TV presenter and ex-footballer Jermaine Jenas wishes he was taught about money before he earned millions and reveals his delight about his TV career

Footballer turned TV presenter Jermaine Jenas has admitted that he did not achieve everything he hoped for in the game – and that it makes him feel physically sick to think about it.

Jenas broke into the England squad as a teenager, became one of the most expensive young players in the game when Newcastle United manager Bobby Robson spent £7m on him in 2002, played in the Champions League, won the League Cup with Tottenham Hotspur and was part of the 2006 England World Cup squad.

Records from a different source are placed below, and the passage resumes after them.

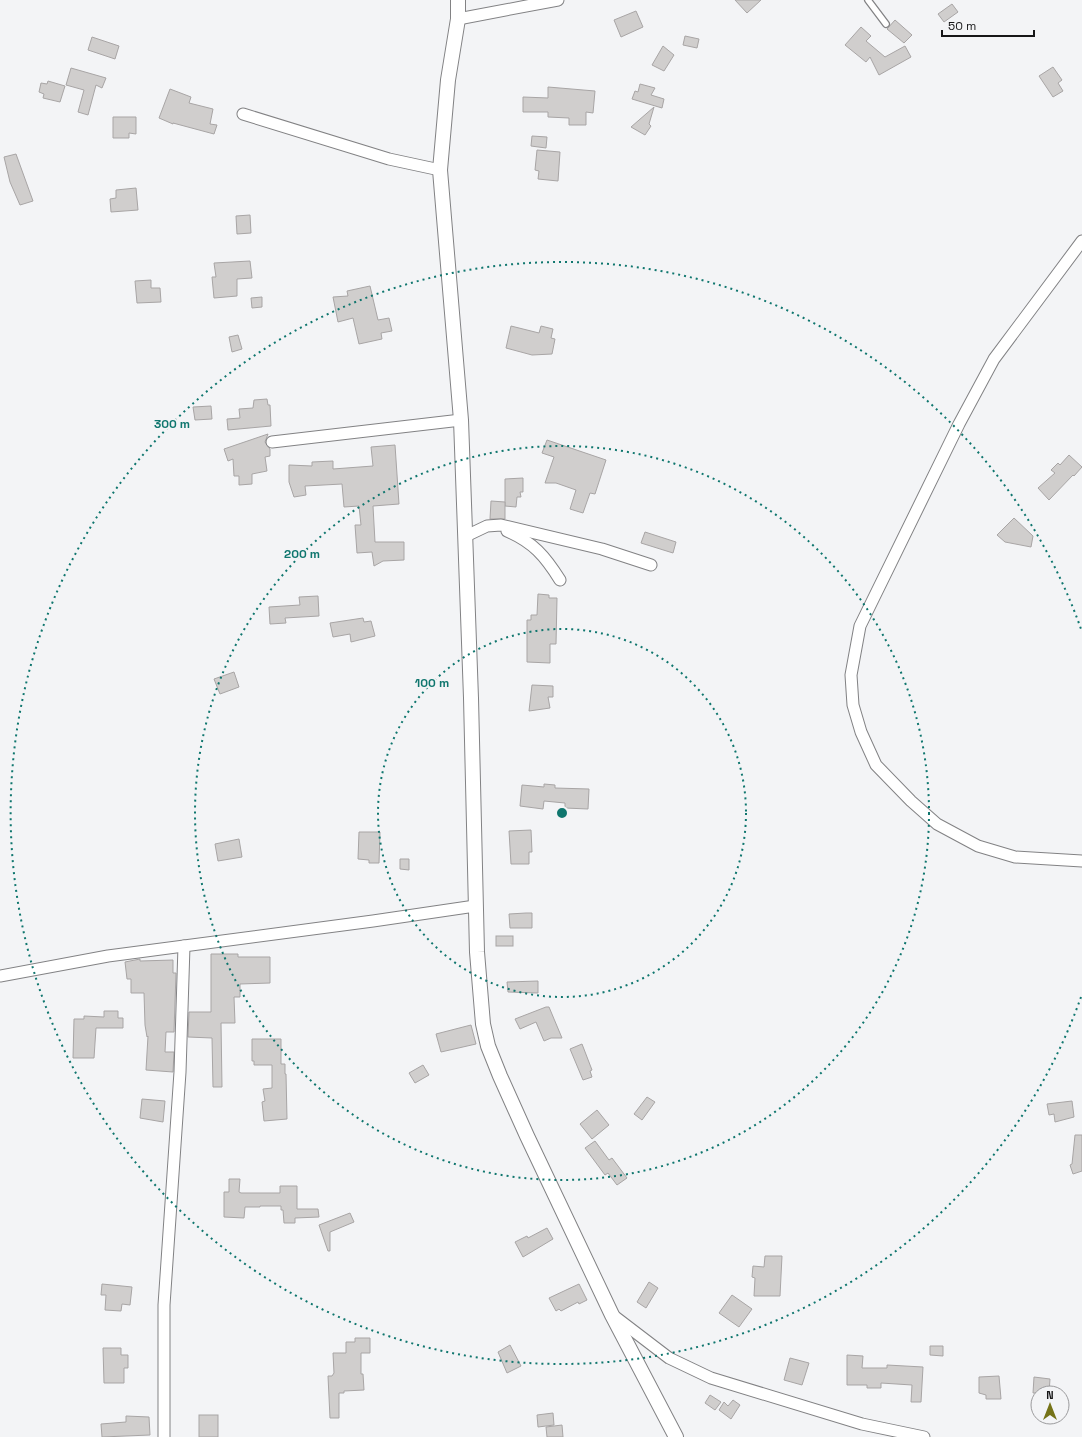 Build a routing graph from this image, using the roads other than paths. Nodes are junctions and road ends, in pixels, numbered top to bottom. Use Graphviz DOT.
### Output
graph roads {
  1 [pos="458,0"];
  2 [pos="558,0"];
  3 [pos="868,0"];
  4 [pos="458,19"];
  5 [pos="886,24"];
  6 [pos="243,114"];
  7 [pos="440,170"];
  8 [pos="1082,241"];
  9 [pos="461,420"];
  10 [pos="272,442"];
  11 [pos="487,526"];
  12 [pos="466,536"];
  13 [pos="651,565"];
  14 [pos="560,580"];
  15 [pos="1082,861"];
  16 [pos="475,906"];
  17 [pos="184,946"];
  18 [pos="0,976"];
  19 [pos="612,1315"];
  20 [pos="164,1437"];
  21 [pos="676,1437"];
  22 [pos="924,1437"];
  1 -- 4 [label="street"];
  2 -- 4 [label="street"];
  3 -- 5 [label="lane"];
  4 -- 7 [label="street"];
  6 -- 7 [label="street"];
  7 -- 9 [label="street"];
  8 -- 15 [label="street"];
  9 -- 10 [label="street"];
  9 -- 12 [label="street"];
  11 -- 12 [label="street"];
  11 -- 13 [label="street"];
  11 -- 14 [label="street"];
  12 -- 16 [label="street"];
  16 -- 17 [label="street"];
  16 -- 19 [label="street"];
  17 -- 18 [label="street"];
  17 -- 20 [label="street"];
  19 -- 21 [label="street"];
  19 -- 22 [label="street"];
}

Yet in a new interview with The Big Issue, he revealed that as a teenager he had expected to achieve even more from the sport.

“I didn’t do what I set out to achieve in football,” Jenas said. “It’s not spoken about enough in sport – we see all the success stories but there’s more people that live with regrets.

“I played for England, played Champions League football, went to a World Cup, won a major trophy, and played in every great stadium there is. But I think if I was to tell my younger self, he would have said that’s good, but you should have done more. 

“It’s something I’ve found very hard to make peace with. Even saying it now physically makes me feel sick. So I have to tell myself well done, you achieved things in the game. But from a sporting perspective, my younger self would ask me a few questions.”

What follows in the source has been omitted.